Saturday, July 18, 2009
Playfulness and Poetry.
Stay tuned for some more observation on this issue as I try to post some blogs about my recent readings of Colerige.
Saturday, May 23, 2009
Lorca and Fascism.
Every once in a while I pick up my book of poetry by Federico Garcia-Lorca and enjoy a few verses by a great poet. Lorca has gradually gained fame outside of Spain and is now the most translated Spanish author with the exception of Cervantes. Lorca’s greatness lies in his strange combination of innocence and worldliness which emerges in almost every line of his poetry. He is magical as an author just as he was magical as a man and if I could sit down and have dinner with any poet he might be my first choice because whenever I need a shot of magic Lorca’s poetry goes directly to my heart.
But reading Lorca’s poetry is always an experience in mixed emotions. Every time I think of Lorca I am haunted by the fact that in the first days of the Spanish Civil War a group of Fascists, who were threatened not only by his politics but by his sexuality, came and took him in the middle of the night and he was never seen again. Lorca’s untimely death was not only a tragedy for the Lorca family but it was a tragedy for the Spanish nation and a terrible loss to all of us. And when I think of poor Lorca, who despite his incredible vulnerability was, in his own way, the very symbol of bravery, I am overcome with a wave of pessimism. Lorca’s death makes me realize how vulnerable we all are and how persistently the right-wing struggles to destroy the poetic essence of life. And then I look at my daughter Cairo, who is still so young and vulnerable, I weep at how much they have taken from her, and how much they continue to take from her.

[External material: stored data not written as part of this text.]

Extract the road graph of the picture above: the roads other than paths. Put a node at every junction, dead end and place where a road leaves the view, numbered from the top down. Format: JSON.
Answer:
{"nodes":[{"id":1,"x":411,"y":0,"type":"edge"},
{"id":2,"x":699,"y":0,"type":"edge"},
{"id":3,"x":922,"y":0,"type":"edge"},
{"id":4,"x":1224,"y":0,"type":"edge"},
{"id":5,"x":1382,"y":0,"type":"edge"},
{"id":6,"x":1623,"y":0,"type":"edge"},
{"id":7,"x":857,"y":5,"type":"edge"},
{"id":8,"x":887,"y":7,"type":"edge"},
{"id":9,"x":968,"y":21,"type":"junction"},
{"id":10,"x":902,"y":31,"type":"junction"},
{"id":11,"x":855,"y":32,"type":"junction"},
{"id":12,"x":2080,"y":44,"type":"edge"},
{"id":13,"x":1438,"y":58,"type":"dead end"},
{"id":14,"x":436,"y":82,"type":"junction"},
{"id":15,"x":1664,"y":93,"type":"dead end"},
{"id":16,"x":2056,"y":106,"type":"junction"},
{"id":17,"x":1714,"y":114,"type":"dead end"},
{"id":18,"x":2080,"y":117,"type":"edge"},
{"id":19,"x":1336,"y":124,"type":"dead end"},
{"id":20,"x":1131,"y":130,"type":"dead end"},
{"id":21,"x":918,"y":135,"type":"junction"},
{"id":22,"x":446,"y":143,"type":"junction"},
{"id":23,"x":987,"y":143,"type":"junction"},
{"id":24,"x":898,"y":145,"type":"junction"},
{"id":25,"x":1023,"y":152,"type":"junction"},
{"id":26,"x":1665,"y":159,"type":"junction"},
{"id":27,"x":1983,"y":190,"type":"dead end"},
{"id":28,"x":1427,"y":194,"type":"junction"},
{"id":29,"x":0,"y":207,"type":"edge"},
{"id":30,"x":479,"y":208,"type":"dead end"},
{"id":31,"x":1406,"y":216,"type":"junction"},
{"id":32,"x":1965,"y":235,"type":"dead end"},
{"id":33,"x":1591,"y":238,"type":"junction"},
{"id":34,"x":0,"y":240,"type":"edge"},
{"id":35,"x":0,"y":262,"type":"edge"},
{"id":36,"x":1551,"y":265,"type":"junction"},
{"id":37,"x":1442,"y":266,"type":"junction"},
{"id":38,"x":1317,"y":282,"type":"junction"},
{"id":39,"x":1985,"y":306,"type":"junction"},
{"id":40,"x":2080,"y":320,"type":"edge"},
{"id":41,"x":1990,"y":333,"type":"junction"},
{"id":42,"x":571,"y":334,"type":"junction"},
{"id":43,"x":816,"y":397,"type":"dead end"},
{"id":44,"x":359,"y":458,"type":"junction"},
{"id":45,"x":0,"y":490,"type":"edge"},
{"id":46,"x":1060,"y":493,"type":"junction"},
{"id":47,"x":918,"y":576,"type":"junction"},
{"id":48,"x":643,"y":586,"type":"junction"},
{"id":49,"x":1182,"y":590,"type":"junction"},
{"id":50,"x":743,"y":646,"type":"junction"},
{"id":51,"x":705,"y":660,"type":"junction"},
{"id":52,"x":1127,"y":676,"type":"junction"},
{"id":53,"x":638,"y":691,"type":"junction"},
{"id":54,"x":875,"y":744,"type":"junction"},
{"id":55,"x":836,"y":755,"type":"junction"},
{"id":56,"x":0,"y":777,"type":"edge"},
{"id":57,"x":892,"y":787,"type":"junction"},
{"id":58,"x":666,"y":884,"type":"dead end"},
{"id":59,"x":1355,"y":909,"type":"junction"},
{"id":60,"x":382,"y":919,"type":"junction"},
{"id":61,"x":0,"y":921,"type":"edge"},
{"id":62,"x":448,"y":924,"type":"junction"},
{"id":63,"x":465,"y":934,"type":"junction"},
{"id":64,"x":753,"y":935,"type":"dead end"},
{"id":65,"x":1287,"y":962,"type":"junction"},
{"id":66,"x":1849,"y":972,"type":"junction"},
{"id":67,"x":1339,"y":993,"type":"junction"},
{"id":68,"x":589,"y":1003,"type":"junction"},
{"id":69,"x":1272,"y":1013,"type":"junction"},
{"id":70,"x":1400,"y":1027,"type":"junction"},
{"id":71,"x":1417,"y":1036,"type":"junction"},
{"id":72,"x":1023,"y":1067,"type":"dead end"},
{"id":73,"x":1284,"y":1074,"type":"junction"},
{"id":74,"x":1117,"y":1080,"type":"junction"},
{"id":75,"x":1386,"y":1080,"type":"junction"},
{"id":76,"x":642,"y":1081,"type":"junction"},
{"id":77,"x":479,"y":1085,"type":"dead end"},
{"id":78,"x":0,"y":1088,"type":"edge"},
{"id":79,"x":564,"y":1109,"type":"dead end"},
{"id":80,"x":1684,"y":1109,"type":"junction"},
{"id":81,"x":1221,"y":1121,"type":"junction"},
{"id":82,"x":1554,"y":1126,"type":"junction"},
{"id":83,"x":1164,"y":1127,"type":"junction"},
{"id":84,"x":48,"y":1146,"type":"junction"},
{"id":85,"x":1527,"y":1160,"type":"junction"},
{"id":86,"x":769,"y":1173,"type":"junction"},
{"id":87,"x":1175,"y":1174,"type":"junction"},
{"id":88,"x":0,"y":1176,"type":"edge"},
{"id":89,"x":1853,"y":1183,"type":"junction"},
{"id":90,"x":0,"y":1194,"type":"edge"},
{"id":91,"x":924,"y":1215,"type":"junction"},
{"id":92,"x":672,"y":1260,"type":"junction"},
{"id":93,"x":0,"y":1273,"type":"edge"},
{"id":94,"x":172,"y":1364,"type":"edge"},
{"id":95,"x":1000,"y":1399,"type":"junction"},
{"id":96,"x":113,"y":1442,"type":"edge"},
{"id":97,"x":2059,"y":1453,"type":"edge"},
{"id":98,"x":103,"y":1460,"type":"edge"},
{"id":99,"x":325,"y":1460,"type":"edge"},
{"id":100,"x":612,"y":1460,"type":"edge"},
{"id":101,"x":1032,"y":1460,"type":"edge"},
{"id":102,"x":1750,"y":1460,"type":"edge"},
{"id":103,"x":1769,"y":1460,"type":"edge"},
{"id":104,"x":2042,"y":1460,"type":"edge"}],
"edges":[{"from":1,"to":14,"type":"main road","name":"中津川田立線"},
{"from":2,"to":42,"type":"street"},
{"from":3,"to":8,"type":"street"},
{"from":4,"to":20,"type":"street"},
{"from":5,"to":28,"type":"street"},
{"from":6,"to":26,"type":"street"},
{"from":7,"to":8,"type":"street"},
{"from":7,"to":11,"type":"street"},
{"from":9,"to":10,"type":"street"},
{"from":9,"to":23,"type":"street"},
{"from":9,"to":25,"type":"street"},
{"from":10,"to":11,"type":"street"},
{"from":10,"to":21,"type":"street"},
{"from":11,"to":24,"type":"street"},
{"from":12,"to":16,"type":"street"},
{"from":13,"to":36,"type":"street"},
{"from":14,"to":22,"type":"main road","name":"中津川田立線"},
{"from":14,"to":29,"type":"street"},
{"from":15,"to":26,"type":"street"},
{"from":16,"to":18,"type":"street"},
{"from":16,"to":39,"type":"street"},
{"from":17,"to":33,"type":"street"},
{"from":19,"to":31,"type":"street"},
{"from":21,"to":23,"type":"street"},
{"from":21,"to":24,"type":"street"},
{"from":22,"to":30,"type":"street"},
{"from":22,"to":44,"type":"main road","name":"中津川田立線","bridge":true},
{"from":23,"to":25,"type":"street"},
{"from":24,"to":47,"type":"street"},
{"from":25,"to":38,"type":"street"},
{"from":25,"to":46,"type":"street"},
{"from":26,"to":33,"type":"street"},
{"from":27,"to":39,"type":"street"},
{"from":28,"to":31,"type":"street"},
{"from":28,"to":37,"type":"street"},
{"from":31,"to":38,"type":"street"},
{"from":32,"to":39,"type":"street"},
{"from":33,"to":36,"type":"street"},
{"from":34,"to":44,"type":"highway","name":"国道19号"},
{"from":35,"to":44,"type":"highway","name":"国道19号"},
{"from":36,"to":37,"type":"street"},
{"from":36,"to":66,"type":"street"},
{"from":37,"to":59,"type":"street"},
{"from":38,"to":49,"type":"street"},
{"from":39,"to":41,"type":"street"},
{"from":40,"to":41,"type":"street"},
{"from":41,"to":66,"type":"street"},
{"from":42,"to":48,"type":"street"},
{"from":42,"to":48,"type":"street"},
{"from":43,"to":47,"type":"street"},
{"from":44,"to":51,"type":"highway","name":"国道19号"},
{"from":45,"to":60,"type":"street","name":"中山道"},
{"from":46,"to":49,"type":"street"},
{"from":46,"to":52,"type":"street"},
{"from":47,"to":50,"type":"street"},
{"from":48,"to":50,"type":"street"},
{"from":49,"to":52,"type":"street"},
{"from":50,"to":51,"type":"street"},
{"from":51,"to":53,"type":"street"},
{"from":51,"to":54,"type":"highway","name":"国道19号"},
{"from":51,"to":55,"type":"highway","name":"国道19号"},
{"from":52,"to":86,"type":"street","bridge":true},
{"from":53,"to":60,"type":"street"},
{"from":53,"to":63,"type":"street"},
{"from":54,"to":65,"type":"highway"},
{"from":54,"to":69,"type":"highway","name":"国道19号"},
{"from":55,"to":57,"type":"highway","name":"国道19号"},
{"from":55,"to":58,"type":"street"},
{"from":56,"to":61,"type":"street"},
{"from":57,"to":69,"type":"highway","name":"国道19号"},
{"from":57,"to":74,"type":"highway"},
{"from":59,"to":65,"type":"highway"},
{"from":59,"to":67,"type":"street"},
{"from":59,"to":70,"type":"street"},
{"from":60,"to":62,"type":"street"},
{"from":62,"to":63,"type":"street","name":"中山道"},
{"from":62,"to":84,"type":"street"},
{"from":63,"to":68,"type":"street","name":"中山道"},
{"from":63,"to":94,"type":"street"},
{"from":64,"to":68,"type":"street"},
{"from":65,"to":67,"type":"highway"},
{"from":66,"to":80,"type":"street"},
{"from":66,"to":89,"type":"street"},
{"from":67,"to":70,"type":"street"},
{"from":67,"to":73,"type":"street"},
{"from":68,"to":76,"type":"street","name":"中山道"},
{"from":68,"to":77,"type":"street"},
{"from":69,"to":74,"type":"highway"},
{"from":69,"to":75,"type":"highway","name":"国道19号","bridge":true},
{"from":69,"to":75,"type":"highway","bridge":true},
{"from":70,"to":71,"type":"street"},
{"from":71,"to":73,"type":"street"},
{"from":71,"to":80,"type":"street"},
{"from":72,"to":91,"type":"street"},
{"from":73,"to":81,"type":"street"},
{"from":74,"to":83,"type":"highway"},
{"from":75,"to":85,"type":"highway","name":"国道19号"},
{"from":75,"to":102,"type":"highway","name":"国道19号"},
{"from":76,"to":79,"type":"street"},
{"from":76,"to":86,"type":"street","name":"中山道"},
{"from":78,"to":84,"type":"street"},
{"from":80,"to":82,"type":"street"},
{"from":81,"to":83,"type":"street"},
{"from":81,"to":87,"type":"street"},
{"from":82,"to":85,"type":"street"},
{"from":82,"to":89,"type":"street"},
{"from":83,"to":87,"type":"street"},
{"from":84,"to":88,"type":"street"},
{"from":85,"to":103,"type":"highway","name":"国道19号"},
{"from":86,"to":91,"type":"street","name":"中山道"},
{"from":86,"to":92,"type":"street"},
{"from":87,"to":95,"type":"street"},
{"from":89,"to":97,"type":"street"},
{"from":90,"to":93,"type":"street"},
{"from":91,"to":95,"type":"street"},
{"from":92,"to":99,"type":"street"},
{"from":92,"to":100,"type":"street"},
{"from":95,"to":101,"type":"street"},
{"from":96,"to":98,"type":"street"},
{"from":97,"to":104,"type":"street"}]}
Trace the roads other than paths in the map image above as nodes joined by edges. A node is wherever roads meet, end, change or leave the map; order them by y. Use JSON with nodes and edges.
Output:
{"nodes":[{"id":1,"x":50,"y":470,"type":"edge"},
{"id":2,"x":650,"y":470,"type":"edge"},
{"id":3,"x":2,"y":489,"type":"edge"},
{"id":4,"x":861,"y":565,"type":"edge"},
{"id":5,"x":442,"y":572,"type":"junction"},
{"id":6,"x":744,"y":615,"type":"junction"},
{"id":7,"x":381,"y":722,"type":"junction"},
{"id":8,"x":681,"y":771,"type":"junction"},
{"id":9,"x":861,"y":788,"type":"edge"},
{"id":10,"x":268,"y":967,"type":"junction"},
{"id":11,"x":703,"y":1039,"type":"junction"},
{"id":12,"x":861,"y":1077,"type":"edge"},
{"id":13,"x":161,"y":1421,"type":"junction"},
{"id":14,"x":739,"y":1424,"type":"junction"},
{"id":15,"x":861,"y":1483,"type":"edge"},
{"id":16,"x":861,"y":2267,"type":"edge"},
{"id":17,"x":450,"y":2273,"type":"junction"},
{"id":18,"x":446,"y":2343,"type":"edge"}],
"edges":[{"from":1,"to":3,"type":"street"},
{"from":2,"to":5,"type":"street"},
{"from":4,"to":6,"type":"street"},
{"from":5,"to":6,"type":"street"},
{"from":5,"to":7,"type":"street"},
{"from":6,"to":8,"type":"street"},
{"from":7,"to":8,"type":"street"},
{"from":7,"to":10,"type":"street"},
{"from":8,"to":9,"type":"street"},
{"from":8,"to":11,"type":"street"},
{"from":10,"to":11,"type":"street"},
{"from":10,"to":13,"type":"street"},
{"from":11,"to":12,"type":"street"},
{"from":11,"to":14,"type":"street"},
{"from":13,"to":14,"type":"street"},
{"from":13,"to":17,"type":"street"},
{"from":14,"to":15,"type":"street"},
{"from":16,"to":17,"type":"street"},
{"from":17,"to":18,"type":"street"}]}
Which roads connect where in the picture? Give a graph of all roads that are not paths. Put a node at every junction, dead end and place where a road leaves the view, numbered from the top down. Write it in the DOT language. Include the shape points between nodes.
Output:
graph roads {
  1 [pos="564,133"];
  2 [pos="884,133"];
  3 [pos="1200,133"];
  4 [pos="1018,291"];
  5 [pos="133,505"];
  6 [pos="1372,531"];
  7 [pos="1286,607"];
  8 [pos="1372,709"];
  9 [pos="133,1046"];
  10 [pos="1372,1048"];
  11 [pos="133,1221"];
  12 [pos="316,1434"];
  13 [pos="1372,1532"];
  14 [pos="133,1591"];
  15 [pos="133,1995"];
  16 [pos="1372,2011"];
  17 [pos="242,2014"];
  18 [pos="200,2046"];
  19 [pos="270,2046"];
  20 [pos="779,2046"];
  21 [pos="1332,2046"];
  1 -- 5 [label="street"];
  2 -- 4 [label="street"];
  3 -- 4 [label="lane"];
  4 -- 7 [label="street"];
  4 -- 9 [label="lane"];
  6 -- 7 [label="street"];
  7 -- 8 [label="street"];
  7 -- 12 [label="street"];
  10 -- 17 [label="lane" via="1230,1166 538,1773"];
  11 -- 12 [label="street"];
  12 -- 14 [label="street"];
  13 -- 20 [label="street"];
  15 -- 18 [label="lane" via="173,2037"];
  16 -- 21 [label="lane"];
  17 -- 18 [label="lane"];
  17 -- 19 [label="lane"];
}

Men in suits, capitalists who cling to a warped ideology and a twisted version of Christianity, continue to make every effort they can to kill poetry. Everyday Lorca is murdered again as men like Stephen Harper attack the vulnerable, and Dick Cheney stands up in defense of torture. And thus the human soul withers and dies in the face of the continual attacks both subtle and blatant from those who seek and wield power.
I will not see it!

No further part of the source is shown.